Du jour au lendemain, il devient Pupille de la Nation. Il n’a rien fait, et il passe d’enfant placé en famille d’accueil avec visite à sa maman, à pupille de la Nation; et on lui demande, du haut de ses 11 ans, de tirer un trait sur sa maman… de comprendre que cette dame n’est plus sa maman. Il n’a plus de parent.

Lui qui vivait bien un équilibre fragile et compliqué, le voilà complètement destructuré par cette annonce. Des personnes, travailleurs sociaux travaillent avec lui la rupture du lien.

Débute les problèmes de comportement, à l’école, à la maison….. sa famille s’inquiète…. que faire pour l’aider ??

Comment un enfant entrant dans l’adolescence peut-il accepter qu’on lui dise un jour que sa maman ne l’est plus ? Même si ce n’est pas elle qui l’a elevé, le lien a quand même été maintenu tout au long de ces années.

Je trouve cela très cruel….. les enfants ont malheureusement toujours à payer des actes de leurs parents… c’est injuste, très injuste.

Quand je rencontre des enfants, je leur dis souvent que les problèmes de leurs parents ne les concernent pas. Effectivement, mais les conséquences de ces problèmes les touchent de plein fouet.

Tout adulte ayant des enfants devrait toujours penser à cela, car c’est très important…. si on ne veut pas leur faire du mal, si on veut les épargner.

Ce petit garçon va être admis dans un établissement de soins spécialisés pour les enfants ayant des troubles du comportement… drôle de façon de commencer sa vie…..de continuer sa vie.….

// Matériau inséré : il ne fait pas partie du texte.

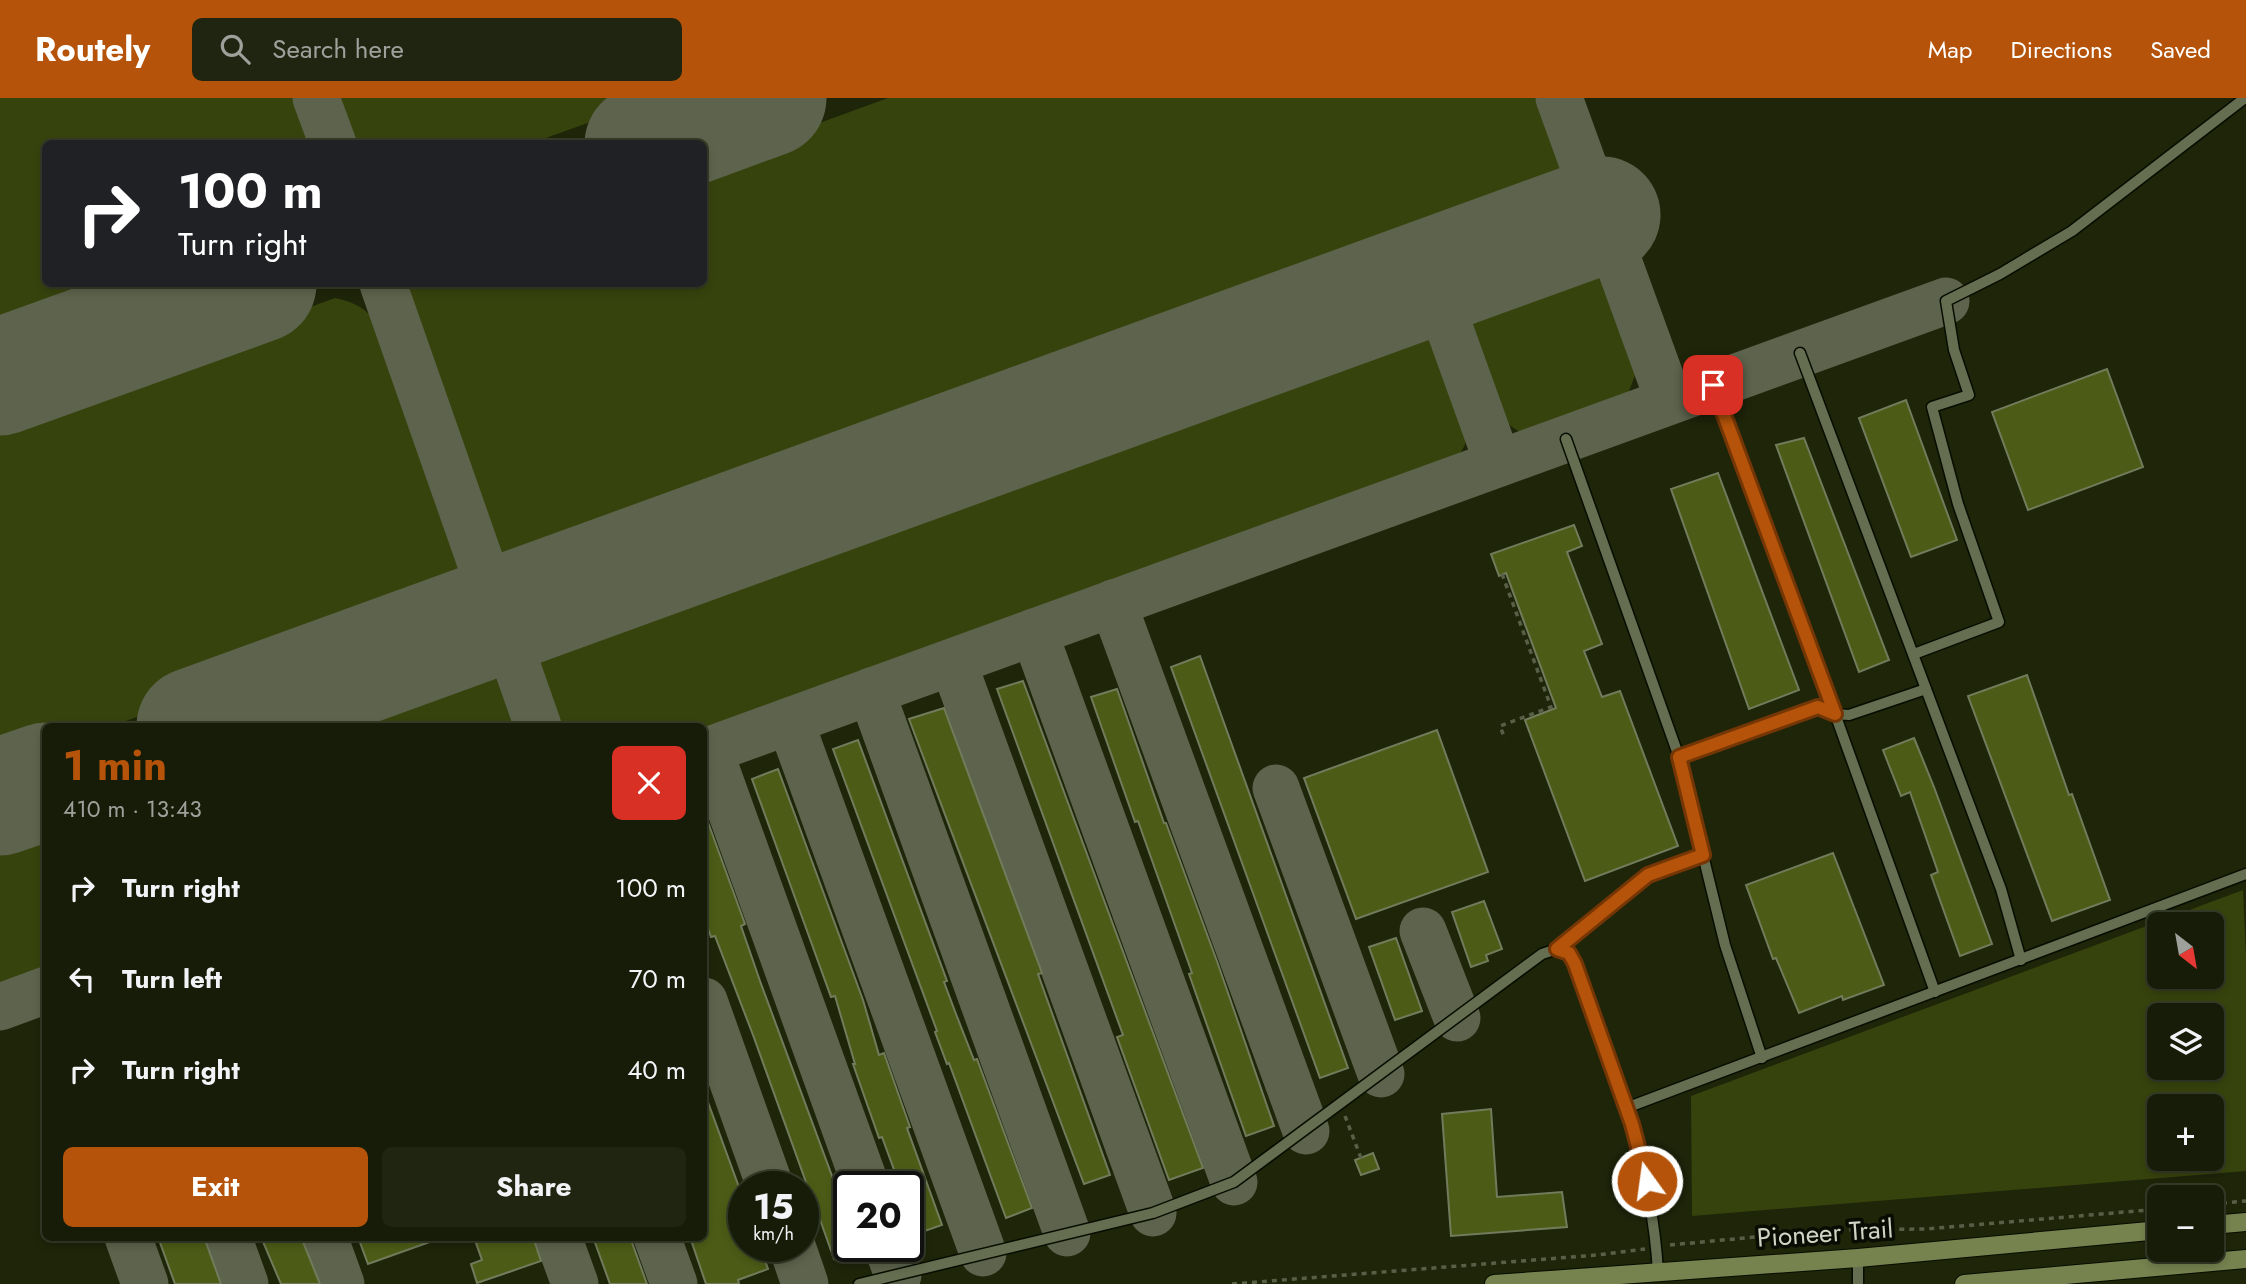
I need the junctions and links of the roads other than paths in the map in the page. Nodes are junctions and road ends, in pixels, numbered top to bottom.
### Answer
1 (2245, 98) edge
2 (1800, 353) dead end
3 (1713, 385) dead end
4 (1566, 439) dead end
5 (1914, 654) junction
6 (1926, 689) junction
7 (1835, 714) junction
8 (1679, 757) junction
9 (1703, 855) junction
10 (2246, 874) edge
11 (1557, 949) junction
12 (2021, 960) junction
13 (1935, 992) junction
14 (1762, 1058) junction
15 (1626, 1108) junction
16 (2246, 1222) edge
17 (2224, 1224) edge
18 (2147, 1231) edge
19 (1858, 1258) junction
20 (2246, 1259) edge
21 (1658, 1272) junction
22 (859, 1284) edge
23 (1494, 1284) edge
24 (1858, 1284) edge
25 (1964, 1284) edge

1 - 5 lane
2 - 5 lane
3 - 7 lane
4 - 8 lane
5 - 6 lane
6 - 7 lane
6 - 12 lane
7 - 8 lane
7 - 13 lane
8 - 9 lane
9 - 11 lane
9 - 14 lane
10 - 12 lane
11 - 15 lane
11 - 22 lane
12 - 13 lane
13 - 14 lane
14 - 15 lane
15 - 21 lane
16 - 17 main road
18 - 19 main road, Pioneer Trail
19 - 21 main road, Pioneer Trail
19 - 24 lane
20 - 25 main road
21 - 23 main road, Pioneer Trail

Publié dans: on juin 12, 2008 at 10:22 Commentaires (7)

absences…

une intervention psycho-socio-éducative au bénéfice d’enfants et adolescents en danger et en difficulté nécessite

un subtil mélange d’expérience, de maturité, de lucidité

ainsi qu’une indispensable dose d’optimisme et d’ouverture

vers un espoir de changement.”

Très jolie définition qui reprend l’essentiel

Pourtant…

Première fois en 8 ans d’expérience que je perds un peu de mon optimisme… que mon espoir d’amélioration et de changement s’effrite… face à une situation d’enfant en rupture scolaire.

Première fois en 8 ans que je ne parviens pas à faire revenir un enfant à l’école, et que je dois aboutir à un rapport social en direction des autorités judiciaires…

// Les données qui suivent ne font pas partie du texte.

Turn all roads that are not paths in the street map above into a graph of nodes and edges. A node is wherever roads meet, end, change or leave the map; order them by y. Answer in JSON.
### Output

Enfant de 13 ans…. absent du collège, depuis… des mois et des mois…

Rien n’y fait, malgré les multiples interventions, malgré le travail de collaboration entre les différents services sociaux et l’intervention de personnel spécialisé à domicile.

Il est absent.

Il est chez lui…. une année scolaire sans aller à l’école, une année scolaire sans contact avec le monde enseignant, sans contact avec ce monde d’adultes et d’adolescents que constitue le collège…. sans socialisation

Que faire ? Que dire ? Quel espoir ?

Je ne sais plus.

Attendre, que la justice se positionne…. qu’elle décide quelle mesure pourra aider cet enfant et cette maman à retrouver un cadre normal, une vie de famille stabilisée.

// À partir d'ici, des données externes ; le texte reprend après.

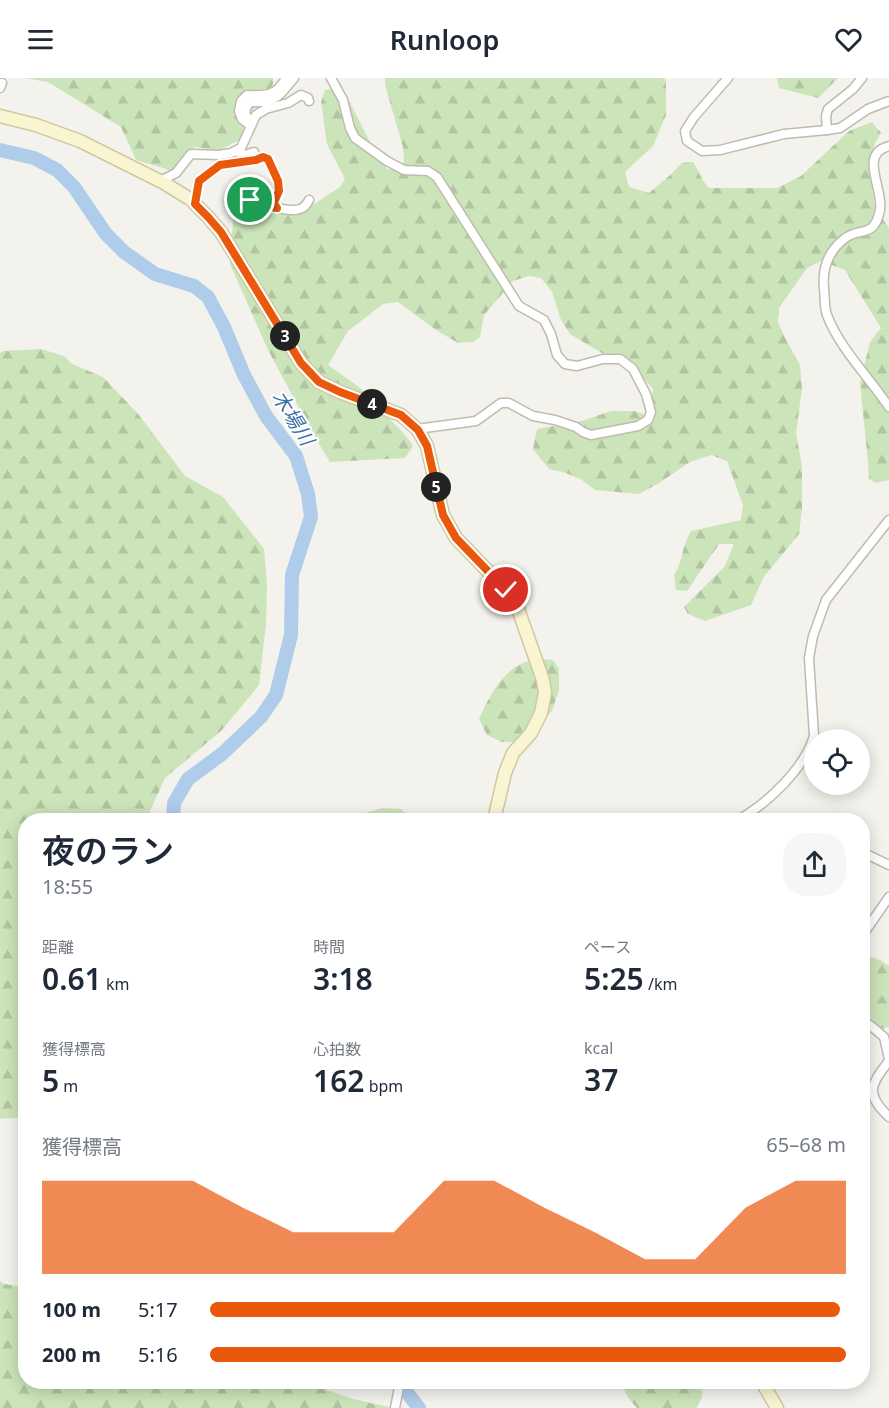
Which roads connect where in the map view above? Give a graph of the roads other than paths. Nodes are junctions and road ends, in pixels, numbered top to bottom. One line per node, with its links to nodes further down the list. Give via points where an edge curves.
1 (286, 78): 9 (street, via 272,94 247,95 241,101 238,111 242,119)
2 (294, 78): 9 (street, via 276,98 249,103 245,115)
3 (331, 78): 22 (street, via 355,138 404,170 428,171 437,177 519,306 544,320 557,355 565,364 577,366 620,359 633,369 651,412 648,420 638,426 591,435 501,403 476,421)
4 (728, 78): 10 (street, via 686,131 687,141 696,148 720,150 784,134)
5 (862, 78): 10 (street, via 828,109)
6 (309, 101): 9 (street, via 301,95 266,109 256,115)
7 (889, 101): 10 (street, via 868,109 840,128)
8 (0, 116): 15 (street, via 80,141)
9 (252, 124): 12 (street, via 241,148)
10 (827, 130)
11 (889, 146): 21 (street, via 878,150 873,166 881,203 878,222 867,231 846,236 835,247 824,266 823,281 826,313 835,332)
12 (233, 152): 13 (street); 14 (street); 15 (street, via 191,154 176,173)
13 (254, 152)
14 (234, 163): 19 (street, via 220,165 199,181); 20 (street, via 268,159 278,181)
15 (160, 181): 19 (street)
16 (259, 185): 20 (street, via 263,196)
17 (250, 200): 20 (street, via 268,207)
18 (309, 200): 20 (street, via 299,210)
19 (195, 204): 22 (street, via 221,232 301,363 319,382 401,415)
20 (274, 204)
21 (889, 406)
22 (417, 429): 24 (street, via 427,446 443,515 456,538 506,590 518,609 543,680 541,713 531,733 513,753)
23 (889, 520): 25 (street, via 821,611 809,658 812,746 781,788)
24 (496, 813)
25 (747, 813)
26 (870, 855): 27 (street)
27 (889, 865)
28 (889, 897): 29 (street)
29 (870, 924)
30 (870, 1025): 31 (street, via 884,1037)
31 (889, 1060): 32 (street, via 872,1089 877,1105)
32 (889, 1117)
33 (399, 1389): 35 (street)
34 (766, 1389): 36 (street)
35 (395, 1408)
36 (777, 1408)

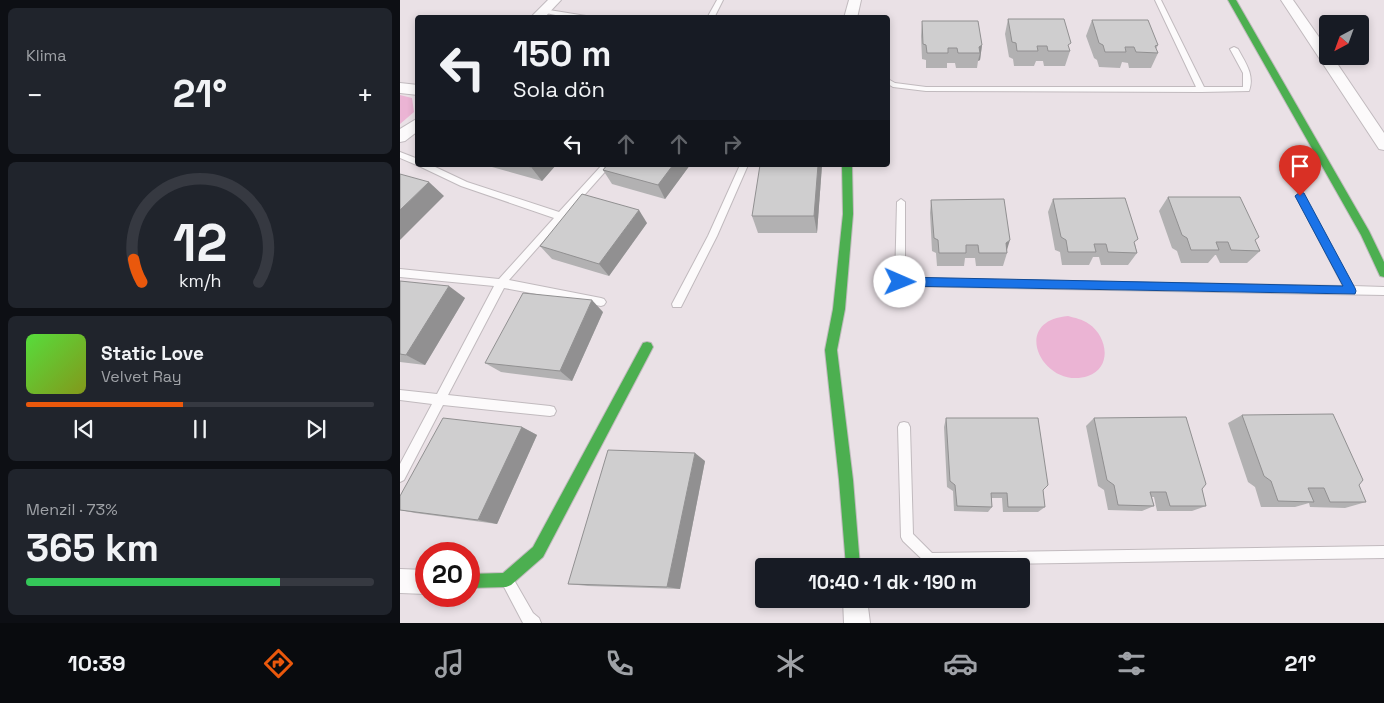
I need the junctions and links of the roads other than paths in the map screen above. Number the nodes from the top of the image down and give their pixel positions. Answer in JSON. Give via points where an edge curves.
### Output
{"nodes":[{"id":1,"x":555,"y":0,"type":"edge"},
{"id":2,"x":720,"y":0,"type":"edge"},
{"id":3,"x":855,"y":0,"type":"edge"},
{"id":4,"x":1158,"y":0,"type":"edge"},
{"id":5,"x":1232,"y":0,"type":"edge"},
{"id":6,"x":1287,"y":0,"type":"edge"},
{"id":7,"x":539,"y":14,"type":"edge"},
{"id":8,"x":712,"y":15,"type":"edge"},
{"id":9,"x":851,"y":15,"type":"edge"},
{"id":10,"x":1234,"y":49,"type":"dead end"},
{"id":11,"x":890,"y":83,"type":"edge"},
{"id":12,"x":400,"y":88,"type":"edge"},
{"id":13,"x":415,"y":90,"type":"edge"},
{"id":14,"x":1201,"y":90,"type":"junction"},
{"id":15,"x":415,"y":125,"type":"edge"},
{"id":16,"x":400,"y":137,"type":"edge"},
{"id":17,"x":1384,"y":145,"type":"edge"},
{"id":18,"x":400,"y":156,"type":"edge"},
{"id":19,"x":415,"y":161,"type":"edge"},
{"id":20,"x":427,"y":167,"type":"edge"},
{"id":21,"x":605,"y":167,"type":"edge"},
{"id":22,"x":743,"y":167,"type":"edge"},
{"id":23,"x":847,"y":167,"type":"edge"},
{"id":24,"x":1300,"y":196,"type":"dead end"},
{"id":25,"x":901,"y":202,"type":"dead end"},
{"id":26,"x":560,"y":216,"type":"junction"},
{"id":27,"x":400,"y":273,"type":"edge"},
{"id":28,"x":1384,"y":273,"type":"edge"},
{"id":29,"x":501,"y":283,"type":"junction"},
{"id":30,"x":1351,"y":291,"type":"junction"},
{"id":31,"x":1384,"y":291,"type":"edge"},
{"id":32,"x":601,"y":302,"type":"dead end"},
{"id":33,"x":677,"y":304,"type":"dead end"},
{"id":34,"x":647,"y":346,"type":"dead end"},
{"id":35,"x":400,"y":395,"type":"edge"},
{"id":36,"x":440,"y":400,"type":"junction"},
{"id":37,"x":550,"y":412,"type":"dead end"},
{"id":38,"x":904,"y":427,"type":"dead end"},
{"id":39,"x":400,"y":476,"type":"edge"},
{"id":40,"x":1384,"y":552,"type":"edge"},
{"id":41,"x":851,"y":558,"type":"edge"},
{"id":42,"x":506,"y":580,"type":"junction"},
{"id":43,"x":480,"y":581,"type":"edge"},
{"id":44,"x":400,"y":582,"type":"edge"},
{"id":45,"x":415,"y":582,"type":"edge"},
{"id":46,"x":856,"y":608,"type":"edge"},
{"id":47,"x":534,"y":623,"type":"edge"},
{"id":48,"x":857,"y":623,"type":"edge"}],
"edges":[{"from":1,"to":7,"type":"street"},
{"from":2,"to":8,"type":"lane"},
{"from":3,"to":9,"type":"street"},
{"from":4,"to":14,"type":"lane"},
{"from":5,"to":28,"type":"street"},
{"from":6,"to":17,"type":"street"},
{"from":10,"to":14,"type":"lane","via":[[1248,77],[1246,89]]},
{"from":11,"to":14,"type":"lane","via":[[926,89]]},
{"from":12,"to":13,"type":"street"},
{"from":15,"to":16,"type":"street"},
{"from":18,"to":19,"type":"lane"},
{"from":20,"to":26,"type":"lane","via":[[464,184]]},
{"from":21,"to":26,"type":"lane"},
{"from":22,"to":33,"type":"lane","via":[[717,230]]},
{"from":23,"to":41,"type":"street","via":[[848,214],[839,309],[831,350]]},
{"from":24,"to":30,"type":"lane"},
{"from":25,"to":30,"type":"lane","via":[[900,282]]},
{"from":26,"to":29,"type":"lane"},
{"from":27,"to":29,"type":"lane"},
{"from":29,"to":32,"type":"lane"},
{"from":29,"to":36,"type":"lane"},
{"from":30,"to":31,"type":"lane"},
{"from":34,"to":42,"type":"street","via":[[538,552]]},
{"from":35,"to":36,"type":"lane"},
{"from":36,"to":37,"type":"lane"},
{"from":36,"to":39,"type":"lane"},
{"from":38,"to":40,"type":"lane","via":[[907,537],[930,559]]},
{"from":42,"to":43,"type":"street"},
{"from":42,"to":47,"type":"lane"},
{"from":44,"to":45,"type":"street"},
{"from":46,"to":48,"type":"street"}]}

Je me sens démunie et triste, car peu de solutions existent, mis à part une prise de conscience de la maman et de l’enfant sur l’importance de la scolarité…

Sensation d’échec

Publié dans: on juin 3, 2008 at 7:58 Commentaires (16)

Reflexion… choix…jamais facile…

Quelques jours pour faire un choix… professionnel.

Cela fera bientot 8 ans que je travaille… 8 ans que presque chaque année j’ai eu des changements dans mes secteurs d’interventions… en 6 ans: 4 collèges différents, et à chaque fois s’adapter…

L’année dernière, suite à un conflit avec une équipe de direction, du au fait de mon refus de cautionner de l’irrespect envers ma profession et envers les familles, j’ai voulu quitter mon job. J’avais trouvé autre chose, et m’étais préparée à partir. Le big boss a refusé mon départ et m’a proposé de quitter le lieu de discorde et de commencer autre chose.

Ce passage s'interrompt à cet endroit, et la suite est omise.